- Image from Chicago Daily News negatives collection, Chicago History Museum
- Infielder / Outfielder
- Born: March 5, 1882 Wellsburg, West Virginia, U.S.
- Died: April 9, 1915 (aged 33) Waterbury, Connecticut, U.S.
- Batted: RightThrew: Right

MLB debut
- April 22, 1903, for the Washington Senators

Last MLB appearance
- June 9, 1910, for the Cincinnati Reds

MLB statistics
- Batting average: .223
- Home runs: 1
- Runs batted in: 58
- Stats at Baseball Reference

Teams
- Washington Senators (1903); Detroit Tigers (1904); Cincinnati Reds (1910);

= Rabbit Robinson =

American baseball player (1882–1915)

William Clyde "Rabbit" Robinson (March 5, 1882 – April 8, 1915) was an American professional baseball player for 16 years from 1900 to 1915. He played three seasons in the major leagues for the Washington Senators (1903), Detroit Tigers (1904), and Cincinnati Reds (1910).

Robinson was born in 1882 at Wellsburg, West Virginia. He began playing professional baseball in 1900 at age 18. He played for the Kansas City Blue Stockings of the Western League in 1901 and 1902 and compiled a .298 batting average in 1902.

In 1903, Robinson made his major league debut with the Washington Senators. He appeared in 103 games but his batting average fell to .212. While with the Senators, he appeared in 45 games at second base, 30 games in the outfield, 24 games at shortstop, and five games at third base.

In 1904, Robinson played for the Detroit Tigers, appearing in 101 games with a .241 batting average and .315 on-base percentage. With Detroit, he appeared in 30 games at shortstop, 26 games at third base, 20 games in the outfield, and 19 games at second base.

From 1905 to 1910, Robinson played for the Milwaukee Brewers of the American Association. He got another shot in the major leagues in 1910, appearing in two games for the Cincinnati Reds.

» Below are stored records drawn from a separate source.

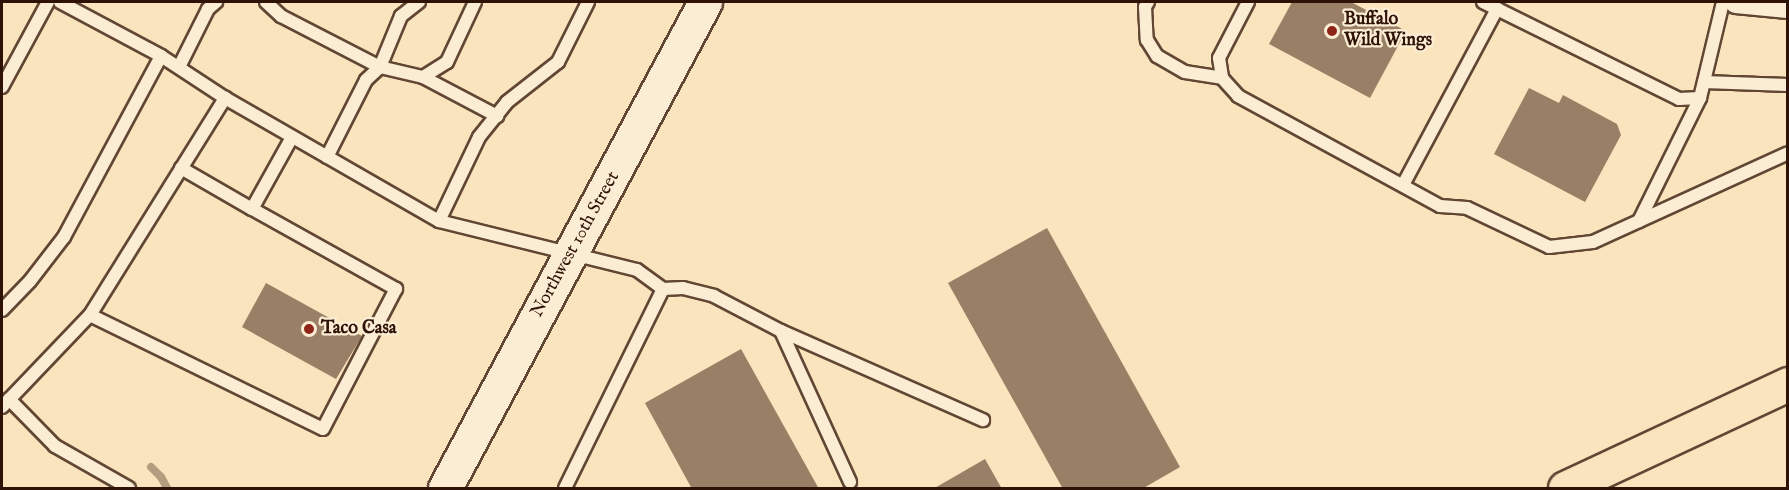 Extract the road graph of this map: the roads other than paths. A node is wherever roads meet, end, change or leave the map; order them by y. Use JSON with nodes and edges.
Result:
{"nodes":[{"id":1,"x":48,"y":2,"type":"edge"},
{"id":2,"x":60,"y":2,"type":"edge"},
{"id":3,"x":216,"y":2,"type":"edge"},
{"id":4,"x":266,"y":2,"type":"edge"},
{"id":5,"x":419,"y":2,"type":"edge"},
{"id":6,"x":475,"y":2,"type":"edge"},
{"id":7,"x":588,"y":2,"type":"edge"},
{"id":8,"x":705,"y":2,"type":"edge"},
{"id":9,"x":1148,"y":2,"type":"edge"},
{"id":10,"x":1248,"y":2,"type":"edge"},
{"id":11,"x":1483,"y":2,"type":"edge"},
{"id":12,"x":1723,"y":2,"type":"edge"},
{"id":13,"x":1736,"y":2,"type":"edge"},
{"id":14,"x":1788,"y":7,"type":"edge"},
{"id":15,"x":1497,"y":9,"type":"junction"},
{"id":16,"x":161,"y":56,"type":"junction"},
{"id":17,"x":178,"y":67,"type":"junction"},
{"id":18,"x":380,"y":67,"type":"junction"},
{"id":19,"x":423,"y":77,"type":"junction"},
{"id":20,"x":1222,"y":78,"type":"junction"},
{"id":21,"x":1704,"y":82,"type":"junction"},
{"id":22,"x":1788,"y":85,"type":"edge"},
{"id":23,"x":2,"y":87,"type":"edge"},
{"id":24,"x":225,"y":98,"type":"junction"},
{"id":25,"x":1700,"y":98,"type":"junction"},
{"id":26,"x":497,"y":116,"type":"junction"},
{"id":27,"x":292,"y":137,"type":"junction"},
{"id":28,"x":1788,"y":153,"type":"edge"},
{"id":29,"x":327,"y":157,"type":"junction"},
{"id":30,"x":181,"y":168,"type":"junction"},
{"id":31,"x":1403,"y":185,"type":"junction"},
{"id":32,"x":252,"y":209,"type":"junction"},
{"id":33,"x":1639,"y":220,"type":"junction"},
{"id":34,"x":439,"y":221,"type":"junction"},
{"id":35,"x":572,"y":255,"type":"junction"},
{"id":36,"x":663,"y":289,"type":"junction"},
{"id":37,"x":2,"y":310,"type":"edge"},
{"id":38,"x":90,"y":315,"type":"junction"},
{"id":39,"x":781,"y":331,"type":"junction"},
{"id":40,"x":1788,"y":384,"type":"edge"},
{"id":41,"x":5,"y":403,"type":"edge"},
{"id":42,"x":983,"y":420,"type":"dead end"},
{"id":43,"x":850,"y":482,"type":"dead end"},
{"id":44,"x":129,"y":489,"type":"edge"},
{"id":45,"x":445,"y":489,"type":"edge"},
{"id":46,"x":565,"y":489,"type":"edge"},
{"id":47,"x":1565,"y":489,"type":"edge"}],
"edges":[{"from":1,"to":23,"type":"lane"},
{"from":2,"to":16,"type":"lane"},
{"from":3,"to":17,"type":"lane"},
{"from":4,"to":18,"type":"lane"},
{"from":5,"to":18,"type":"lane"},
{"from":6,"to":19,"type":"lane"},
{"from":7,"to":26,"type":"lane"},
{"from":8,"to":35,"type":"main road","name":"Northwest 10th Street"},
{"from":9,"to":20,"type":"lane"},
{"from":10,"to":20,"type":"lane"},
{"from":11,"to":15,"type":"lane"},
{"from":12,"to":21,"type":"lane"},
{"from":13,"to":14,"type":"street"},
{"from":15,"to":25,"type":"lane"},
{"from":15,"to":31,"type":"lane"},
{"from":16,"to":17,"type":"lane"},
{"from":16,"to":37,"type":"lane"},
{"from":17,"to":24,"type":"lane"},
{"from":18,"to":19,"type":"lane"},
{"from":18,"to":29,"type":"lane"},
{"from":19,"to":26,"type":"lane"},
{"from":20,"to":31,"type":"lane"},
{"from":21,"to":22,"type":"lane"},
{"from":21,"to":25,"type":"lane"},
{"from":24,"to":27,"type":"lane"},
{"from":24,"to":30,"type":"lane"},
{"from":25,"to":33,"type":"lane"},
{"from":26,"to":34,"type":"lane"},
{"from":27,"to":29,"type":"lane"},
{"from":27,"to":32,"type":"lane"},
{"from":28,"to":33,"type":"lane"},
{"from":29,"to":34,"type":"lane"},
{"from":30,"to":32,"type":"lane"},
{"from":30,"to":38,"type":"lane"},
{"from":31,"to":33,"type":"lane"},
{"from":32,"to":38,"type":"lane"},
{"from":34,"to":35,"type":"lane"},
{"from":35,"to":36,"type":"lane"},
{"from":35,"to":45,"type":"main road","name":"Northwest 10th Street"},
{"from":36,"to":39,"type":"lane"},
{"from":36,"to":46,"type":"lane"},
{"from":38,"to":41,"type":"lane"},
{"from":39,"to":42,"type":"lane"},
{"from":39,"to":43,"type":"lane"},
{"from":40,"to":47,"type":"highway"},
{"from":41,"to":44,"type":"lane"}]}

Robinson played in 206 major league games, 64 as a second baseman, 54 as a shortstop, 50 as an outfielder, and 33 as a third baseman. He compiled a .223 career batting average and a .294 on-base percentage, with 156 hits, 71 runs scored, 63 bases on balls, 30 stolen bases, and 38 extra base hits.

In June 1910, Cincinnati traded Robinson to the Louisville Colonels. Robinson continued playing in the minor leagues, including stints with the Louisville Colonels (1910–1911), Wilkes-Barre Barons (1911), Canton Senators (1913), and Waterbury Contenders (1914).

In March 1915, Robinson became ill at Waterbury, Connecticut, where he had played shortstop for the local baseball team in 1914. He died there in April 1915. Robinson was only 33 years old at the time of his death.